:: Exercise inputs ::
☆ ☆ ☆ ☆ ☆

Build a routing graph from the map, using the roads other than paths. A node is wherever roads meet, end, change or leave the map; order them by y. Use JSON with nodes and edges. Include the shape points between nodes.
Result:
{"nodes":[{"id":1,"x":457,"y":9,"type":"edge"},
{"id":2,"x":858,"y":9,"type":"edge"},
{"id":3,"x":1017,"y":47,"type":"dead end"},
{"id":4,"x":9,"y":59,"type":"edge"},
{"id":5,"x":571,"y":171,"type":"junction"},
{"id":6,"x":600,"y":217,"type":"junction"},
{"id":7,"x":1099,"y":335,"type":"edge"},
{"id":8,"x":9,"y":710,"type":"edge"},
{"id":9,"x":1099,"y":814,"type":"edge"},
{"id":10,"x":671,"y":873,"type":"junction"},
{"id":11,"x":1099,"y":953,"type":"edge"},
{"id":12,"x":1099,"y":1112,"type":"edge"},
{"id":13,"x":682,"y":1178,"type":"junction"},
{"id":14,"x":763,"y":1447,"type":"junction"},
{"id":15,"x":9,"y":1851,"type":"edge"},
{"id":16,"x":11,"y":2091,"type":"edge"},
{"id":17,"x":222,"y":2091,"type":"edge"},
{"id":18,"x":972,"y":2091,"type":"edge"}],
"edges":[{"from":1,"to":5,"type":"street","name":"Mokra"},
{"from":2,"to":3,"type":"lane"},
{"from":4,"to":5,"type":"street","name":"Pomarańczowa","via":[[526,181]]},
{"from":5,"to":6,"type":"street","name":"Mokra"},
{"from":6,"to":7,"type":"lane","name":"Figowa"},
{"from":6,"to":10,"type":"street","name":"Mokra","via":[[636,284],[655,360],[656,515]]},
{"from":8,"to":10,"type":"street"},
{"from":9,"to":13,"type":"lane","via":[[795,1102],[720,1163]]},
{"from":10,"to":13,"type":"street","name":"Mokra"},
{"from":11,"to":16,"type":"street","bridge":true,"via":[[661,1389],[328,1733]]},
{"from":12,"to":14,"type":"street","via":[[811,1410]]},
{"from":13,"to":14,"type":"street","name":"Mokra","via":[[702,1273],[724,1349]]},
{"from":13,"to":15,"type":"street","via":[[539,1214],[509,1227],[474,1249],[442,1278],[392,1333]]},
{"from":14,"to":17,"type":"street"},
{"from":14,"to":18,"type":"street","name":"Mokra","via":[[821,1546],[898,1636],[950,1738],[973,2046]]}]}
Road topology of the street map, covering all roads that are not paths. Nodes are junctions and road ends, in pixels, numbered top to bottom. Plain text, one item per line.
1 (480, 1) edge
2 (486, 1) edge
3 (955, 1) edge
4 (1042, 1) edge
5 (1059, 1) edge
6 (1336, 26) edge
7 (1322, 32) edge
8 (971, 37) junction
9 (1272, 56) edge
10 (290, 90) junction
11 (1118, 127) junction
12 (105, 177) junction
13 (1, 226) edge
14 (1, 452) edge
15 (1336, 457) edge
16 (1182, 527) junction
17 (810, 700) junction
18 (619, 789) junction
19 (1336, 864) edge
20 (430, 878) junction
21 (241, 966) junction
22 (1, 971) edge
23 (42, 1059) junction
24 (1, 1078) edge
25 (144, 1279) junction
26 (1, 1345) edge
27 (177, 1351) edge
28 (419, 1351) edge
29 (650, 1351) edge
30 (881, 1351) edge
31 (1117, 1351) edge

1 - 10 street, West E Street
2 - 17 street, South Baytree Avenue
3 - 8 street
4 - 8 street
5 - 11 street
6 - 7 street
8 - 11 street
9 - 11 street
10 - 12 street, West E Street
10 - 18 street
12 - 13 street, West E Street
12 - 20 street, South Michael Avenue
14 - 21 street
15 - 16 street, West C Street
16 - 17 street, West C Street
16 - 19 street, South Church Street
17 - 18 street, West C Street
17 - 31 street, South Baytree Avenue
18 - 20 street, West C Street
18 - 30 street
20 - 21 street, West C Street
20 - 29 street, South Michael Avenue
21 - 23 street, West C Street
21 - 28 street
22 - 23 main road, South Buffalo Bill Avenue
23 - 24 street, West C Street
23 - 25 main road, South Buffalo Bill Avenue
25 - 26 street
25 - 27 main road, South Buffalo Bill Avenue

☆ ☆ ☆ ☆ ☆

:: Task item ::
Word for word, return the entire listing above.

:: Solution for this problem ::
Build a routing graph from the map, using the roads other than paths. A node is wherever roads meet, end, change or leave the map; order them by y. Use JSON with nodes and edges. Include the shape points between nodes.
Result:
{"nodes":[{"id":1,"x":457,"y":9,"type":"edge"},
{"id":2,"x":858,"y":9,"type":"edge"},
{"id":3,"x":1017,"y":47,"type":"dead end"},
{"id":4,"x":9,"y":59,"type":"edge"},
{"id":5,"x":571,"y":171,"type":"junction"},
{"id":6,"x":600,"y":217,"type":"junction"},
{"id":7,"x":1099,"y":335,"type":"edge"},
{"id":8,"x":9,"y":710,"type":"edge"},
{"id":9,"x":1099,"y":814,"type":"edge"},
{"id":10,"x":671,"y":873,"type":"junction"},
{"id":11,"x":1099,"y":953,"type":"edge"},
{"id":12,"x":1099,"y":1112,"type":"edge"},
{"id":13,"x":682,"y":1178,"type":"junction"},
{"id":14,"x":763,"y":1447,"type":"junction"},
{"id":15,"x":9,"y":1851,"type":"edge"},
{"id":16,"x":11,"y":2091,"type":"edge"},
{"id":17,"x":222,"y":2091,"type":"edge"},
{"id":18,"x":972,"y":2091,"type":"edge"}],
"edges":[{"from":1,"to":5,"type":"street","name":"Mokra"},
{"from":2,"to":3,"type":"lane"},
{"from":4,"to":5,"type":"street","name":"Pomarańczowa","via":[[526,181]]},
{"from":5,"to":6,"type":"street","name":"Mokra"},
{"from":6,"to":7,"type":"lane","name":"Figowa"},
{"from":6,"to":10,"type":"street","name":"Mokra","via":[[636,284],[655,360],[656,515]]},
{"from":8,"to":10,"type":"street"},
{"from":9,"to":13,"type":"lane","via":[[795,1102],[720,1163]]},
{"from":10,"to":13,"type":"street","name":"Mokra"},
{"from":11,"to":16,"type":"street","bridge":true,"via":[[661,1389],[328,1733]]},
{"from":12,"to":14,"type":"street","via":[[811,1410]]},
{"from":13,"to":14,"type":"street","name":"Mokra","via":[[702,1273],[724,1349]]},
{"from":13,"to":15,"type":"street","via":[[539,1214],[509,1227],[474,1249],[442,1278],[392,1333]]},
{"from":14,"to":17,"type":"street"},
{"from":14,"to":18,"type":"street","name":"Mokra","via":[[821,1546],[898,1636],[950,1738],[973,2046]]}]}
Road topology of the street map, covering all roads that are not paths. Nodes are junctions and road ends, in pixels, numbered top to bottom. Plain text, one item per line.
1 (480, 1) edge
2 (486, 1) edge
3 (955, 1) edge
4 (1042, 1) edge
5 (1059, 1) edge
6 (1336, 26) edge
7 (1322, 32) edge
8 (971, 37) junction
9 (1272, 56) edge
10 (290, 90) junction
11 (1118, 127) junction
12 (105, 177) junction
13 (1, 226) edge
14 (1, 452) edge
15 (1336, 457) edge
16 (1182, 527) junction
17 (810, 700) junction
18 (619, 789) junction
19 (1336, 864) edge
20 (430, 878) junction
21 (241, 966) junction
22 (1, 971) edge
23 (42, 1059) junction
24 (1, 1078) edge
25 (144, 1279) junction
26 (1, 1345) edge
27 (177, 1351) edge
28 (419, 1351) edge
29 (650, 1351) edge
30 (881, 1351) edge
31 (1117, 1351) edge

1 - 10 street, West E Street
2 - 17 street, South Baytree Avenue
3 - 8 street
4 - 8 street
5 - 11 street
6 - 7 street
8 - 11 street
9 - 11 street
10 - 12 street, West E Street
10 - 18 street
12 - 13 street, West E Street
12 - 20 street, South Michael Avenue
14 - 21 street
15 - 16 street, West C Street
16 - 17 street, West C Street
16 - 19 street, South Church Street
17 - 18 street, West C Street
17 - 31 street, South Baytree Avenue
18 - 20 street, West C Street
18 - 30 street
20 - 21 street, West C Street
20 - 29 street, South Michael Avenue
21 - 23 street, West C Street
21 - 28 street
22 - 23 main road, South Buffalo Bill Avenue
23 - 24 street, West C Street
23 - 25 main road, South Buffalo Bill Avenue
25 - 26 street
25 - 27 main road, South Buffalo Bill Avenue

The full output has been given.